NEW YORK - People are starting to buy homes again, lifting a battered industry that is bracing for its worst sales year in more than a decade.

Signed contracts to purchase homes rose in November, the fourth increase in five months. That should give the housing market a boost in the first few months of the new year because there's usually a one- to two-month lag between a sales contract and a completed deal.

Economists cautioned that a major reason for the jump is that people are buying foreclosed homes, which sell at steep discounts and weigh on the broader market. Another obstacle is the sudden spike in the 30-year fixed mortgage rate, which only weeks ago had fallen to a 40-year low.

Still many economists expect sales to gradually rise next year as the economy adds more jobs and home prices stabilize.

The National Association of Realtors said yesterday that its index of sales agreements for previously occupied homes increased 3.5 percent last month from a downwardly revised reading in October.

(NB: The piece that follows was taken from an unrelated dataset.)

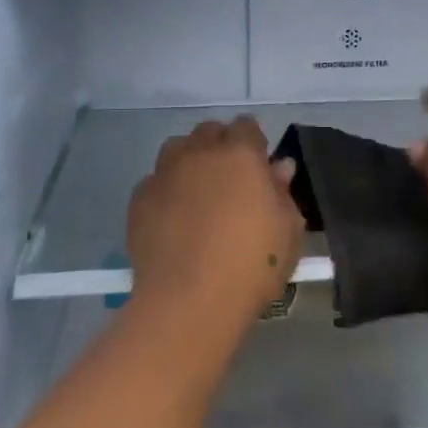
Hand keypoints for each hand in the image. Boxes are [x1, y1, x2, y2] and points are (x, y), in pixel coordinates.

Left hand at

Contract signings were up in the West and Northeast, but down in the South and Midwest.

Completed home sales - which the Realtors group measures in a separate report - are expected to total about 4.8 million units this year. That's much lower than the 6 million units that analysts consider a healthy pace. The last time sales were lower was 13 years ago when sales totaled 4.4 million units.

A third of the pending sales likely will be foreclosures or short sales, where a homeowner sells a house for less than what is owed on it, NAR spokesman Walter Molony said. That tracks with the average for the year. These distressed sales go for discounts of up to 50 percent in some of the hardest-hit areas and will continue to weigh down home prices.

Many economists expect home prices to drop another 5 percent to 10 percent in the next six months before stabilizing.